• [Listed records]:
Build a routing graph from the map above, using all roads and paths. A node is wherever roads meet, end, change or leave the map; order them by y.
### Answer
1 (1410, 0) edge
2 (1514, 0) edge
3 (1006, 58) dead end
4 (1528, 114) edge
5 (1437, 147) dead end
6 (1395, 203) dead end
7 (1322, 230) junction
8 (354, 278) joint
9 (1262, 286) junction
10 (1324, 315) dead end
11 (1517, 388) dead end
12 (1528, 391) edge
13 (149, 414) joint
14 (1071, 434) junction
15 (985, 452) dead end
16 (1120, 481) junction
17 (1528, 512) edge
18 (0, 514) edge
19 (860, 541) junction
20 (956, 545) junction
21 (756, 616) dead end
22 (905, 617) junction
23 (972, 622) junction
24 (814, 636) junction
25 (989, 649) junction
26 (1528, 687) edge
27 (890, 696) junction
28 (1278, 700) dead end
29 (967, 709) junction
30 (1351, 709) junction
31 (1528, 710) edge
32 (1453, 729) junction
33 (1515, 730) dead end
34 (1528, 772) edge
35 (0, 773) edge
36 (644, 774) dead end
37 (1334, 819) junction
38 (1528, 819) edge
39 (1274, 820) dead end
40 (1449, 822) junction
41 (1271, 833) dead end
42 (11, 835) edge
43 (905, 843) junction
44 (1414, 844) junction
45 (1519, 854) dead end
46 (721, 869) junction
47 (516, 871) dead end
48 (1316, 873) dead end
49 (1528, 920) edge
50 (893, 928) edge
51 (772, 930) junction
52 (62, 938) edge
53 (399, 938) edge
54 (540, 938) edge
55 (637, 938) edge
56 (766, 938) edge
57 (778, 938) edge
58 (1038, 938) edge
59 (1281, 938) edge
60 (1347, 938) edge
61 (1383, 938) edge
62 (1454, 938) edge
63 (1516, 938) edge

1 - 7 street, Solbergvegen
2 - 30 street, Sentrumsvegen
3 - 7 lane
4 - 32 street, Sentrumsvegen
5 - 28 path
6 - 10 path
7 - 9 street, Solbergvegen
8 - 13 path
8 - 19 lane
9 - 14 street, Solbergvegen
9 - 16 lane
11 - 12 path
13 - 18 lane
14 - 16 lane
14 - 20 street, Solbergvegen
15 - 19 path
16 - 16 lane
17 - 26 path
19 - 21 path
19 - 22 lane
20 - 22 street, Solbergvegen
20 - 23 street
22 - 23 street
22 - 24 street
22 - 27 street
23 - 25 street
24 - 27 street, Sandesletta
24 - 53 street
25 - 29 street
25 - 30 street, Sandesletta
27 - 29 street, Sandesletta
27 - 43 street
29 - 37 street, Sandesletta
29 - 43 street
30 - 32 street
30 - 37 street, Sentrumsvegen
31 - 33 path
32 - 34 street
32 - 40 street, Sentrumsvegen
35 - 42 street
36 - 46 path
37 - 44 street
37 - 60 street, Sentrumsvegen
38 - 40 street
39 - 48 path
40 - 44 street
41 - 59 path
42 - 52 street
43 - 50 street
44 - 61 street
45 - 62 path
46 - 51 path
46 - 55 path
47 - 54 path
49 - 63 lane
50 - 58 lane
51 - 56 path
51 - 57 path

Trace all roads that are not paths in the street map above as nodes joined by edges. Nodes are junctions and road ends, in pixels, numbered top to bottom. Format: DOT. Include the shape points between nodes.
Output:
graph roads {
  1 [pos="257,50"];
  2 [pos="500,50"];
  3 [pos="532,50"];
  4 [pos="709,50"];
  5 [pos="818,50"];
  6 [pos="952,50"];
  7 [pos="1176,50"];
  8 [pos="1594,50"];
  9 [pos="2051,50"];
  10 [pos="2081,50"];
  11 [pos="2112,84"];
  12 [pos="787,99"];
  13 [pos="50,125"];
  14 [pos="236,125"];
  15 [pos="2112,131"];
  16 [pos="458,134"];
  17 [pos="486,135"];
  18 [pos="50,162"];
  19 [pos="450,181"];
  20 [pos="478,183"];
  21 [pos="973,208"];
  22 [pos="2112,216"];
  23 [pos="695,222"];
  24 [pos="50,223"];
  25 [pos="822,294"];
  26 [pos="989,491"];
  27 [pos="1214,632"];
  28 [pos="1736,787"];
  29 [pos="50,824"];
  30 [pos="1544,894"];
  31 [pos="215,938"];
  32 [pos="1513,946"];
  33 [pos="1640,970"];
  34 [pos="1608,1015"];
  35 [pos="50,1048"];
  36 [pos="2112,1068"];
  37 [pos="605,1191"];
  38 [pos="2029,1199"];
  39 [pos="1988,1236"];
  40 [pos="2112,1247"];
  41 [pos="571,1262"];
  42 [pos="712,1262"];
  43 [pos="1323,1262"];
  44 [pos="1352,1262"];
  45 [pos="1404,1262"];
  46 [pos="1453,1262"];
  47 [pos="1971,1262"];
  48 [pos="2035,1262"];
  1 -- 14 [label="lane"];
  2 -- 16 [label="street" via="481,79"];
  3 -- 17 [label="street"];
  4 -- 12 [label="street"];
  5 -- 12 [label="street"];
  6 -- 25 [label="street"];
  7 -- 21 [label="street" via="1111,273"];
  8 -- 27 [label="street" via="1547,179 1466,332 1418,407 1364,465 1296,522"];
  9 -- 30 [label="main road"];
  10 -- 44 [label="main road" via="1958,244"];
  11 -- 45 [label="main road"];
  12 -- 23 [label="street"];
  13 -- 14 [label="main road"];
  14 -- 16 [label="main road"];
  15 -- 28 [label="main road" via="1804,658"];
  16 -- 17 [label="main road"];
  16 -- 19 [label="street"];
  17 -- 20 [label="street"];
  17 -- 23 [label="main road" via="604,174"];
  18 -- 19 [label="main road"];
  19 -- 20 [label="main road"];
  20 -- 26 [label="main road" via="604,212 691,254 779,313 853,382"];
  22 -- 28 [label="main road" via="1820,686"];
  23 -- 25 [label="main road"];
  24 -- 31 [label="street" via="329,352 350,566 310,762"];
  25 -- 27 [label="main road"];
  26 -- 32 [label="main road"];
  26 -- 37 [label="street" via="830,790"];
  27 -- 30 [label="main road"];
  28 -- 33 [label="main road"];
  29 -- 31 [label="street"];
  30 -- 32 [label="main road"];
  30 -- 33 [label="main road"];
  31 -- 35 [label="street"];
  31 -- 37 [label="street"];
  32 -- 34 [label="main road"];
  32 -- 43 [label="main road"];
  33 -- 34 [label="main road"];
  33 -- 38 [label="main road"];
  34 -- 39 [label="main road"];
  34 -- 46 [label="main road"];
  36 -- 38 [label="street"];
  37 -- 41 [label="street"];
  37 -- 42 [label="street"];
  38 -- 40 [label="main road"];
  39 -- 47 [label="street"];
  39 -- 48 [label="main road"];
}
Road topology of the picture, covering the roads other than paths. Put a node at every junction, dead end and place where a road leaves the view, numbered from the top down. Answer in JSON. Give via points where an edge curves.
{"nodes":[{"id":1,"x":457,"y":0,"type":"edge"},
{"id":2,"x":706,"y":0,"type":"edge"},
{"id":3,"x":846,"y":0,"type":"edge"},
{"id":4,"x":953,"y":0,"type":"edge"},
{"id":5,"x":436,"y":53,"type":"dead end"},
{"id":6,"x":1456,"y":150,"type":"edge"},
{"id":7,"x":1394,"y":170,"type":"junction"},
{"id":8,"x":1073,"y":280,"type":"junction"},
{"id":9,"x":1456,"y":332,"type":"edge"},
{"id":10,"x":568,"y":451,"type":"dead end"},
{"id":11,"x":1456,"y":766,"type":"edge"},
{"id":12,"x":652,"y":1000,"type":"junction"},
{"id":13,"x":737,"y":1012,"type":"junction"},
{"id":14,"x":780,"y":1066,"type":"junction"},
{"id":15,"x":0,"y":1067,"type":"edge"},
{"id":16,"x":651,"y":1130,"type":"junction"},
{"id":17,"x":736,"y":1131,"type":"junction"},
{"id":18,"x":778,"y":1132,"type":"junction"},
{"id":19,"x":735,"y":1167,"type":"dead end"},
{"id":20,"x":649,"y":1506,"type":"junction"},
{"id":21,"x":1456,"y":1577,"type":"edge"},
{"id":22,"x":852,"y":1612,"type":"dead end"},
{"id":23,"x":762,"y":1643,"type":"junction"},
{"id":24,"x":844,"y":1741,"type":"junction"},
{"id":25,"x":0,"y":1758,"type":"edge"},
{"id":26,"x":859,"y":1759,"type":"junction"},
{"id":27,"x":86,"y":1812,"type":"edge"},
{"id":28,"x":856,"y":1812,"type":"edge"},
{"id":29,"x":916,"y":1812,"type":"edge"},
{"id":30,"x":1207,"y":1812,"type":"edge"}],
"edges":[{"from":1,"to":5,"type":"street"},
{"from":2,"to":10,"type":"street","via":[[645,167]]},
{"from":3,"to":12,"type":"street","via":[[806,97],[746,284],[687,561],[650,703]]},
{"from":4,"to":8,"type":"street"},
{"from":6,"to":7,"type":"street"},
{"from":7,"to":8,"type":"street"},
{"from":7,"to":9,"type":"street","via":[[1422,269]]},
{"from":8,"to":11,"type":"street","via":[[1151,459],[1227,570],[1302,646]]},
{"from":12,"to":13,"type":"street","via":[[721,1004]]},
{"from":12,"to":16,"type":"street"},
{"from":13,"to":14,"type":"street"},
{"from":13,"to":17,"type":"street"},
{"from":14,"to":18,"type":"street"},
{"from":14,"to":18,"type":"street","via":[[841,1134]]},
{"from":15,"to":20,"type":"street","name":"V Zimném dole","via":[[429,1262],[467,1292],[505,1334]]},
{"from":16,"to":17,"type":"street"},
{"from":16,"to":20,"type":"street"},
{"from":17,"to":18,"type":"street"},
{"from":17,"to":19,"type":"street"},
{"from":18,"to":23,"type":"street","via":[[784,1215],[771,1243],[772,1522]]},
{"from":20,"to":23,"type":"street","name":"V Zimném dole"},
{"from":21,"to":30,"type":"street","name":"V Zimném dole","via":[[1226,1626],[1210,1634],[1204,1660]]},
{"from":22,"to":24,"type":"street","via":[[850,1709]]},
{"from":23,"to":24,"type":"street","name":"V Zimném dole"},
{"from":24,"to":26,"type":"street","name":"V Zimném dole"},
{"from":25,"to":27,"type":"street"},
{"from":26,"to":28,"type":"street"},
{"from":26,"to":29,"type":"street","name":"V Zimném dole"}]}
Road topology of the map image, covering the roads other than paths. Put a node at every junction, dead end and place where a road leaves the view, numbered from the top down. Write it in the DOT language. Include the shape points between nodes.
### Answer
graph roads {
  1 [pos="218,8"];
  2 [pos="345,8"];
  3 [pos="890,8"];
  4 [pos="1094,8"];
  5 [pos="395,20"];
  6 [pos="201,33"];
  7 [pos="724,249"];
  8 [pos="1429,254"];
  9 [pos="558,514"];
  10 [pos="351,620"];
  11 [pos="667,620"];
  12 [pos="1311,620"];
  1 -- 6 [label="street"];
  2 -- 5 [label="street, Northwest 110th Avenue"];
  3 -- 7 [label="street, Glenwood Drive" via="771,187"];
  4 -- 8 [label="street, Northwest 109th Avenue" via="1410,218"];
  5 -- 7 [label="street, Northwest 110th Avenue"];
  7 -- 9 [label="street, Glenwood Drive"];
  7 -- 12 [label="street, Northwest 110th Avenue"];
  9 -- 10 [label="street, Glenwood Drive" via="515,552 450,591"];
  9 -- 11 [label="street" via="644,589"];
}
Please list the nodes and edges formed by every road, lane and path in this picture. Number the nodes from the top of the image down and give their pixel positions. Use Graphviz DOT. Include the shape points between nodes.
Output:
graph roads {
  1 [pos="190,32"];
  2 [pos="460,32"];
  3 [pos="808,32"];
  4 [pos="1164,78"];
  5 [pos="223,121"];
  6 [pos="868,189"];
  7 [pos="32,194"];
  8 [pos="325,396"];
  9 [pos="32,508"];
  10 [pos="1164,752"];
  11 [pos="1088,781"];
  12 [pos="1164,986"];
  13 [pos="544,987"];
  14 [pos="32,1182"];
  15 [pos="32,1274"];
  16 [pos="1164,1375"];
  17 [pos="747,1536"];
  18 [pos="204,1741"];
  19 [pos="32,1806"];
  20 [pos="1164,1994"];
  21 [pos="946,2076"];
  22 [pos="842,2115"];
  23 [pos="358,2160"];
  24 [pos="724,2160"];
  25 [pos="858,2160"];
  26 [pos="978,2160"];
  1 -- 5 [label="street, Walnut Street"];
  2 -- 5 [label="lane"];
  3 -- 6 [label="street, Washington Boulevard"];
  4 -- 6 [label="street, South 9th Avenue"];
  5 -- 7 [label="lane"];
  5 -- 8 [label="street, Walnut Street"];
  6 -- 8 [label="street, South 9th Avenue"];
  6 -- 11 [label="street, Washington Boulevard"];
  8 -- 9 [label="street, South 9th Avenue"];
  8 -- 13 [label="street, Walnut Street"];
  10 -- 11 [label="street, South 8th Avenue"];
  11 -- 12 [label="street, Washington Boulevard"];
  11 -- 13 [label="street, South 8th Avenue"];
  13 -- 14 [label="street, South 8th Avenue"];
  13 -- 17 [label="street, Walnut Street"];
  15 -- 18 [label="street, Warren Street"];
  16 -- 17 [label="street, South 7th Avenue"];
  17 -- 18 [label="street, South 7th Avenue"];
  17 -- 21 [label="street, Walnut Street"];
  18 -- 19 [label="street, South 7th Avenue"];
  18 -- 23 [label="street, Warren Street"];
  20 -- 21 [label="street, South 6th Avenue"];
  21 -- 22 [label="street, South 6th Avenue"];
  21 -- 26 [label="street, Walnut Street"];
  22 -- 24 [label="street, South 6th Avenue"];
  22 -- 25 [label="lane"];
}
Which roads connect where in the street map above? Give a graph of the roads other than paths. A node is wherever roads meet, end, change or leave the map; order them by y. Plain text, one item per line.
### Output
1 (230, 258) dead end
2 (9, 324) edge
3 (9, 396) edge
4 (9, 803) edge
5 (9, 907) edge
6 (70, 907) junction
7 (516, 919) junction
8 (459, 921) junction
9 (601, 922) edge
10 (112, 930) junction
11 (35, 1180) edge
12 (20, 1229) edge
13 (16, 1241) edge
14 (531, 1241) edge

• [Requirement]:
Please copy, exactly as written, every line in the listing above from the line with "Road topology of the map" up to and including the line with "Please list the".

• [Your response]:
Road topology of the map image, covering the roads other than paths. Put a node at every junction, dead end and place where a road leaves the view, numbered from the top down. Write it in the DOT language. Include the shape points between nodes.
### Answer
graph roads {
  1 [pos="218,8"];
  2 [pos="345,8"];
  3 [pos="890,8"];
  4 [pos="1094,8"];
  5 [pos="395,20"];
  6 [pos="201,33"];
  7 [pos="724,249"];
  8 [pos="1429,254"];
  9 [pos="558,514"];
  10 [pos="351,620"];
  11 [pos="667,620"];
  12 [pos="1311,620"];
  1 -- 6 [label="street"];
  2 -- 5 [label="street, Northwest 110th Avenue"];
  3 -- 7 [label="street, Glenwood Drive" via="771,187"];
  4 -- 8 [label="street, Northwest 109th Avenue" via="1410,218"];
  5 -- 7 [label="street, Northwest 110th Avenue"];
  7 -- 9 [label="street, Glenwood Drive"];
  7 -- 12 [label="street, Northwest 110th Avenue"];
  9 -- 10 [label="street, Glenwood Drive" via="515,552 450,591"];
  9 -- 11 [label="street" via="644,589"];
}
Please list the nodes and edges formed by every road, lane and path in this picture. Number the nodes from the top of the image down and give their pixel positions. Use Graphviz DOT. Include the shape points between nodes.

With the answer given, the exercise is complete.